◆ Problem ◆
A stretch of the entries below is to be set down exactly, running from the line with "cairo_set_font_options(cr, options);" through the line with "cairo_set_miter_limit(cr, 4);", both included, and no other line.

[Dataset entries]
※

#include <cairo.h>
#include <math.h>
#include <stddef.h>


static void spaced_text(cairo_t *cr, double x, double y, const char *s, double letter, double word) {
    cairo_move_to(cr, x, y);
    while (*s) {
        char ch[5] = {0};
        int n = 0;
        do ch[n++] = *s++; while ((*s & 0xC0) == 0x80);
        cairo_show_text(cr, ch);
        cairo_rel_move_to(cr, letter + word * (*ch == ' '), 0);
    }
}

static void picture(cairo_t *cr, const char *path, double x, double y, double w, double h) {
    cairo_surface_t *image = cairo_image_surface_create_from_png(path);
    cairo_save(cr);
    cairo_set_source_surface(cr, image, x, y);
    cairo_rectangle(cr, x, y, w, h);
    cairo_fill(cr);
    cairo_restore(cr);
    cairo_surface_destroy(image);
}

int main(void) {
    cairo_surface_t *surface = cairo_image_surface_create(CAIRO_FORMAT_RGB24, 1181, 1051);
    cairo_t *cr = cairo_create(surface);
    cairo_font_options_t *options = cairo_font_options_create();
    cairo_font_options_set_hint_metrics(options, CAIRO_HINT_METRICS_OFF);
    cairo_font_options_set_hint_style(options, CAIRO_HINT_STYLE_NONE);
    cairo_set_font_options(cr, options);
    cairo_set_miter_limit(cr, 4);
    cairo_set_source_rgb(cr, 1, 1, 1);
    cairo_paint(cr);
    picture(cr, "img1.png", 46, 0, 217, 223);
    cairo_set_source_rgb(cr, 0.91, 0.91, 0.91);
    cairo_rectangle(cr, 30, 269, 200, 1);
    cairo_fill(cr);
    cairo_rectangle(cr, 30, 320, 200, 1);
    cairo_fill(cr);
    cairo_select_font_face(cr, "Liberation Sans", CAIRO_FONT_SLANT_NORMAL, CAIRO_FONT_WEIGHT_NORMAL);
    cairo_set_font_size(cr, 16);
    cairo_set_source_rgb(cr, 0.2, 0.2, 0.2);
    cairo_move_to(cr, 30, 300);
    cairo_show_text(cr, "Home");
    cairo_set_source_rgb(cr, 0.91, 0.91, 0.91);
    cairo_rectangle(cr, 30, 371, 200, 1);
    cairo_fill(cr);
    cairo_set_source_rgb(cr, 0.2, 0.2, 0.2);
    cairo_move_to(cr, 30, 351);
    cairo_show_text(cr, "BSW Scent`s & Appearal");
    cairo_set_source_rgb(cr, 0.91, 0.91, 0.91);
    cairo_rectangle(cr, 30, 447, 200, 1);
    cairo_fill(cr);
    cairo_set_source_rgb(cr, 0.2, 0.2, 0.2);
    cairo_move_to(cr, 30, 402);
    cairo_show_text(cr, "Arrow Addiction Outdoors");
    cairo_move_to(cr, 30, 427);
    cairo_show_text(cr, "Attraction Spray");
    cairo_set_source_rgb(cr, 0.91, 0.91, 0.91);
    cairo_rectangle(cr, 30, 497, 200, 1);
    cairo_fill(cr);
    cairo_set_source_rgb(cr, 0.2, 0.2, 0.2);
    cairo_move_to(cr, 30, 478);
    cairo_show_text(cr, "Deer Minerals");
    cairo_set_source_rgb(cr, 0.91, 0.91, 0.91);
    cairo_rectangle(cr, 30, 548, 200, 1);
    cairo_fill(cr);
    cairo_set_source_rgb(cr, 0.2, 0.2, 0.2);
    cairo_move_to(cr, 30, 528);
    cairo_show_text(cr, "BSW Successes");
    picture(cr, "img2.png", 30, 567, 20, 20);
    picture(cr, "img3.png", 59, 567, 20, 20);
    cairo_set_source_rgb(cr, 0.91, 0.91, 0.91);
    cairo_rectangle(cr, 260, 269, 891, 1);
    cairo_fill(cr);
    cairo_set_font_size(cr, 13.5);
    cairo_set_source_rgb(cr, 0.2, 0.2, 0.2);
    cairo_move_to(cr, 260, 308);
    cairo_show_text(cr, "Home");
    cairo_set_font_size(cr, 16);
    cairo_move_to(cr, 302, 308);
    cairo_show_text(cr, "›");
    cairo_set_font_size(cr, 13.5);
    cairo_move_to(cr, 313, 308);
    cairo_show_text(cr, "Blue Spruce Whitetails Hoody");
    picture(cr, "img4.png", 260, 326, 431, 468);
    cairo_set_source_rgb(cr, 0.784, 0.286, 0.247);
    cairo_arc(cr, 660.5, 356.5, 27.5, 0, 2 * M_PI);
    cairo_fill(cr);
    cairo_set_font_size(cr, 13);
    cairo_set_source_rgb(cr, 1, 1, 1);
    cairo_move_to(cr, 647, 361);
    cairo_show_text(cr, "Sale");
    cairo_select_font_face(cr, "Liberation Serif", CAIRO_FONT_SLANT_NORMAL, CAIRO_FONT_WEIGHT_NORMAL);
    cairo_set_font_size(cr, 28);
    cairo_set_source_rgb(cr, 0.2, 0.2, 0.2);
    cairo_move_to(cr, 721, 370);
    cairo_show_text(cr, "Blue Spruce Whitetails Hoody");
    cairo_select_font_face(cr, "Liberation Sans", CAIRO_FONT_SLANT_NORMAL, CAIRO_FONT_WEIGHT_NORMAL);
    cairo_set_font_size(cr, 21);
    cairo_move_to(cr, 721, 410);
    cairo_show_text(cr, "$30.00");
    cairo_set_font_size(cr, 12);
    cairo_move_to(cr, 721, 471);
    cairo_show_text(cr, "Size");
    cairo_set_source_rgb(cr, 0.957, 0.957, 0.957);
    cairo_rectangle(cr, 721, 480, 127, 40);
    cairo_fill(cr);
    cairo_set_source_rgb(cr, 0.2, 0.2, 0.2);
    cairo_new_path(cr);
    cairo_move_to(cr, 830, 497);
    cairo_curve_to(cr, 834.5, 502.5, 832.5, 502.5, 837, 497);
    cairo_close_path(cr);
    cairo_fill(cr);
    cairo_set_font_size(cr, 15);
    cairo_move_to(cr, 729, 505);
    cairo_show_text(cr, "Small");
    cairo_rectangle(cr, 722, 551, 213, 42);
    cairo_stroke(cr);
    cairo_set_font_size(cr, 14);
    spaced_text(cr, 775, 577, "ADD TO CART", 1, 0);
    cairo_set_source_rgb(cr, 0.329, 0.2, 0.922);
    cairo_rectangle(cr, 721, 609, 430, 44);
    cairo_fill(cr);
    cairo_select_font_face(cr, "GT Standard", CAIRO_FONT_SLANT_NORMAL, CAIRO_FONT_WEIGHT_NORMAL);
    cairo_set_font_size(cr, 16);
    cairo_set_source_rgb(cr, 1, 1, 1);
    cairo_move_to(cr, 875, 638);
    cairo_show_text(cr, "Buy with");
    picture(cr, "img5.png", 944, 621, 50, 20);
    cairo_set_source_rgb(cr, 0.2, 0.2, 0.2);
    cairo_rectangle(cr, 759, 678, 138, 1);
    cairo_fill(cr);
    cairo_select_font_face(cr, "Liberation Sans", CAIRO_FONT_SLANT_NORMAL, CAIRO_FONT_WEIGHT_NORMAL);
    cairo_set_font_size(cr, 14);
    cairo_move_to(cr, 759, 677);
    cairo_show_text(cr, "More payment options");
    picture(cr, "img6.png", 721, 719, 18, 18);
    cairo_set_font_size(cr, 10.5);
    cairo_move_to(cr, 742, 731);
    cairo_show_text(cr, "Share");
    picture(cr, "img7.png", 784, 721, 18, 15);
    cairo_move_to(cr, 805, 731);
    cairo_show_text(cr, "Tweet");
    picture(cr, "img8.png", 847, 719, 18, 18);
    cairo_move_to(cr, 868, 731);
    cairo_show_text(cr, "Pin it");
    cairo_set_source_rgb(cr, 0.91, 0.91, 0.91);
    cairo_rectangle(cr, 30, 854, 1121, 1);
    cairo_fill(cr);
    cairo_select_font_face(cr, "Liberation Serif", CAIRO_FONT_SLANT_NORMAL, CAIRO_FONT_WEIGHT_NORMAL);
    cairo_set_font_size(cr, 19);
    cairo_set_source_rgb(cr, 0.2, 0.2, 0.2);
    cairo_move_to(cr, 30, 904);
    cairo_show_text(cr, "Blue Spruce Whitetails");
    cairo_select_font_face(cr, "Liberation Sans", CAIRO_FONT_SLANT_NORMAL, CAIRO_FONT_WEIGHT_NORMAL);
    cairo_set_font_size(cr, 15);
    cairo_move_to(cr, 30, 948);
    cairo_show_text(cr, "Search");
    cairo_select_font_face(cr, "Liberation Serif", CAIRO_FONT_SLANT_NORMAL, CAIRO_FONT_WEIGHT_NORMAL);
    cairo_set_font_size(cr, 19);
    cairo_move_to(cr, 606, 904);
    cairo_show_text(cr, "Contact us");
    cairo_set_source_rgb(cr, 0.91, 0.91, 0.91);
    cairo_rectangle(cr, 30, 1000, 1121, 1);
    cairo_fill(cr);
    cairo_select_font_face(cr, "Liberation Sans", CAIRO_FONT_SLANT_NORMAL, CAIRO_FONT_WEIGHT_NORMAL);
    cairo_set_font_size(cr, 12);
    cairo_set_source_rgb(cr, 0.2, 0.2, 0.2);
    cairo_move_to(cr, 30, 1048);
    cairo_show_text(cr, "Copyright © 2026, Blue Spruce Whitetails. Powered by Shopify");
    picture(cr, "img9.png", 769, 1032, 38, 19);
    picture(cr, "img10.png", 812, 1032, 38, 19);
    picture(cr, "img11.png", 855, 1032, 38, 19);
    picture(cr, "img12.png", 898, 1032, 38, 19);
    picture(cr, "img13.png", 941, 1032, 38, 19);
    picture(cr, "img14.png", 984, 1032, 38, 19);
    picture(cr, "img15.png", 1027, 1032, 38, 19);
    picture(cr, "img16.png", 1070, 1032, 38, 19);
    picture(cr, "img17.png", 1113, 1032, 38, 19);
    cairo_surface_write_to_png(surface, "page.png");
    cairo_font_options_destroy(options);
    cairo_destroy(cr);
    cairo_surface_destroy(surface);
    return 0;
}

※

◆ Result below ◆
    cairo_set_font_options(cr, options);
    cairo_set_miter_limit(cr, 4);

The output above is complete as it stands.